Areas for future research include sufficiently powered, well-designed, representative studies that examine mental health in these parents, and quantify distress linked directly to the CYP’s conditions. The small number of case-control studies calls for a need for further research, to allow interpretation of findings and to truly begin to understand the level of distress among parents of CYP with mental health difficulties. Further longitudinal research is also required, along with greater consideration of factors associated with worse well-being for parents, for example, CYP risk to self, parents’ age, ethnicity, socio-economic status and social support. There is a lack of measures specific to distress linked to the CYP’s condition. Work is required to disentangle the reciprocal impact of parent and child mental health. Further attention is needed, particularly outside of the Global North, and with better reporting and inclusion of participants from a range of ethnic backgrounds, and those in different parenting roles. Further work on the psychological variables underpinning parent distress is required to select/design appropriate support interventions. Parent training interventions, for example, may focus on improving parental self-efficacy; however, the relationship of this variable to parent self-compassion or rumination, for example, is unknown.

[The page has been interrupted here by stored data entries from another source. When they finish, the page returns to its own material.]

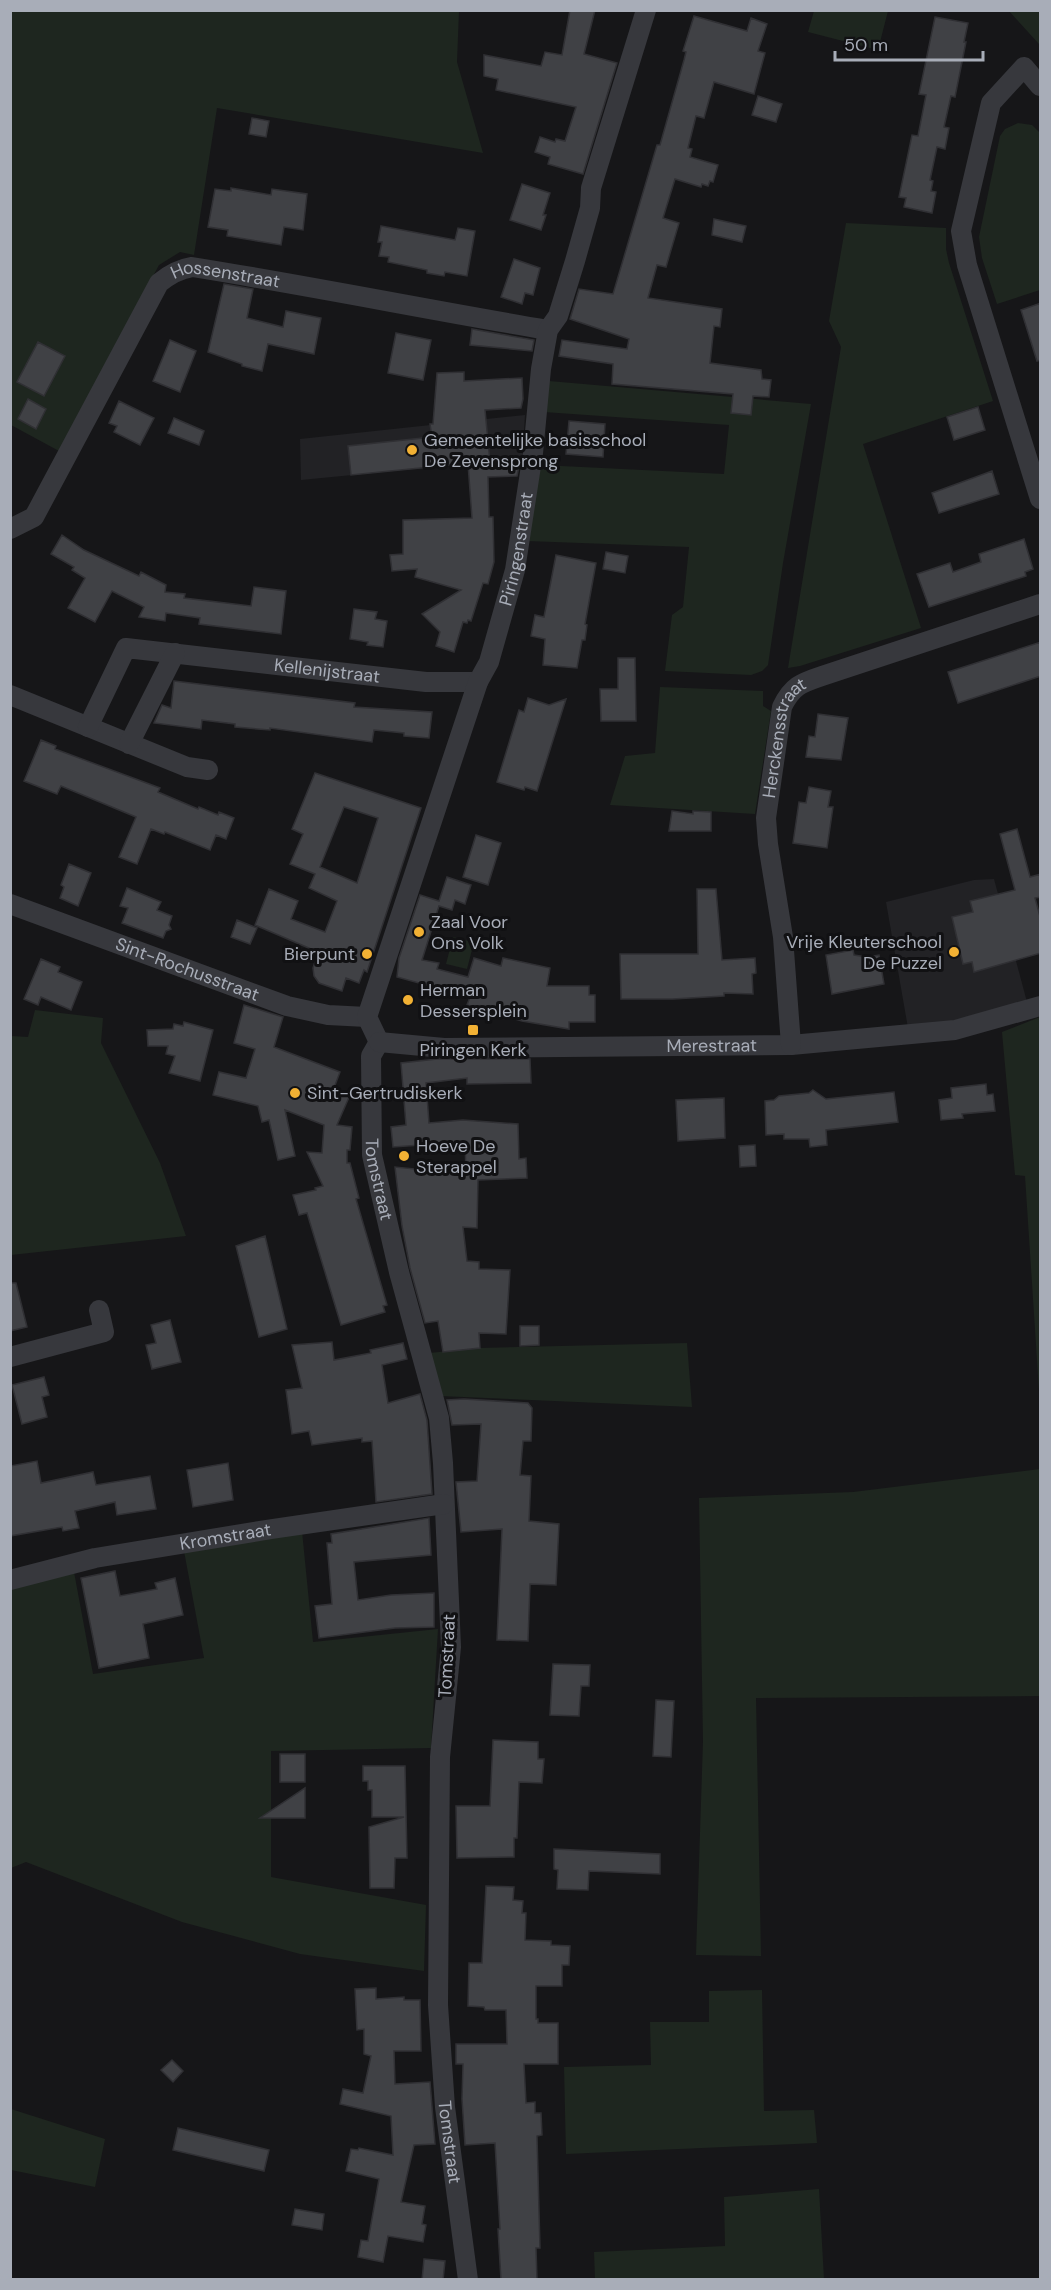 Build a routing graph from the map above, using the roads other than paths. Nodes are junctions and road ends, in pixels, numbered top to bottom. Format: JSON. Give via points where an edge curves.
{"nodes":[{"id":1,"x":645,"y":10,"type":"edge"},
{"id":2,"x":1041,"y":86,"type":"edge"},
{"id":3,"x":548,"y":330,"type":"junction"},
{"id":4,"x":1041,"y":499,"type":"edge"},
{"id":5,"x":10,"y":529,"type":"edge"},
{"id":6,"x":1041,"y":604,"type":"edge"},
{"id":7,"x":175,"y":653,"type":"junction"},
{"id":8,"x":478,"y":682,"type":"junction"},
{"id":9,"x":10,"y":695,"type":"edge"},
{"id":10,"x":88,"y":727,"type":"junction"},
{"id":11,"x":129,"y":744,"type":"junction"},
{"id":12,"x":208,"y":770,"type":"dead end"},
{"id":13,"x":10,"y":904,"type":"edge"},
{"id":14,"x":1041,"y":1006,"type":"edge"},
{"id":15,"x":367,"y":1017,"type":"junction"},
{"id":16,"x":379,"y":1042,"type":"junction"},
{"id":17,"x":791,"y":1045,"type":"junction"},
{"id":18,"x":99,"y":1310,"type":"dead end"},
{"id":19,"x":10,"y":1357,"type":"edge"},
{"id":20,"x":444,"y":1504,"type":"junction"},
{"id":21,"x":10,"y":1580,"type":"edge"},
{"id":22,"x":468,"y":2280,"type":"edge"}],
"edges":[{"from":1,"to":3,"type":"street","name":"Piringenstraat","via":[[591,188],[590,208],[575,261],[558,316]]},
{"from":2,"to":4,"type":"street","via":[[1024,67],[991,103],[962,231],[967,265]]},
{"from":3,"to":5,"type":"street","name":"Hossenstraat","via":[[308,286],[192,267],[181,269],[159,284],[34,517]]},
{"from":3,"to":8,"type":"street","name":"Piringenstraat","via":[[521,539],[489,662]]},
{"from":6,"to":17,"type":"street","name":"Herckensstraat","via":[[822,676],[789,692],[782,707],[766,818],[783,937]]},
{"from":7,"to":8,"type":"street","name":"Kellenijstraat","via":[[426,682]]},
{"from":7,"to":10,"type":"street","name":"Kellenijstraat","via":[[126,648]]},
{"from":7,"to":11,"type":"street"},
{"from":8,"to":15,"type":"street","name":"Piringenstraat"},
{"from":9,"to":10,"type":"street"},
{"from":10,"to":11,"type":"street"},
{"from":11,"to":12,"type":"street","via":[[187,767]]},
{"from":13,"to":15,"type":"street","name":"Sint-Rochusstraat","via":[[287,1006],[328,1015]]},
{"from":14,"to":17,"type":"street","name":"Merestraat","via":[[955,1030]]},
{"from":15,"to":16,"type":"street"},
{"from":16,"to":17,"type":"street","name":"Merestraat","via":[[444,1048]]},
{"from":16,"to":20,"type":"street","name":"Tomstraat","via":[[370,1056],[372,1155],[439,1418]]},
{"from":18,"to":19,"type":"street","via":[[104,1332]]},
{"from":20,"to":21,"type":"street","name":"Kromstraat","via":[[95,1558]]},
{"from":20,"to":22,"type":"street","name":"Tomstraat","via":[[451,1647],[440,1757],[438,2005],[445,2107]]}]}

Conclusions and clinical implicationsIn summary, this review finds a mixed pattern, with some evidence for poor psychological well-being in parents have a CYP with a mental health difficulty. The meta-analyses indicated greater depression and parenting stress in parents of CYP with these difficulties compared with controls. Within parents of CYP with a mental health difficulty, mothers appear to experience higher levels of depression and anxiety. Further studies are needed to better understand the impact of CYPs’ mental health on parents’ well-being, particularly through longitudinal, case-control studies. These studies should also explore variations in relation to the specific CYP diagnosis. It remains important to consider parents’ well-being within CAMHS provision, as evidence indicates that distress can be high. Assessing and offering interventions where needed is crucial.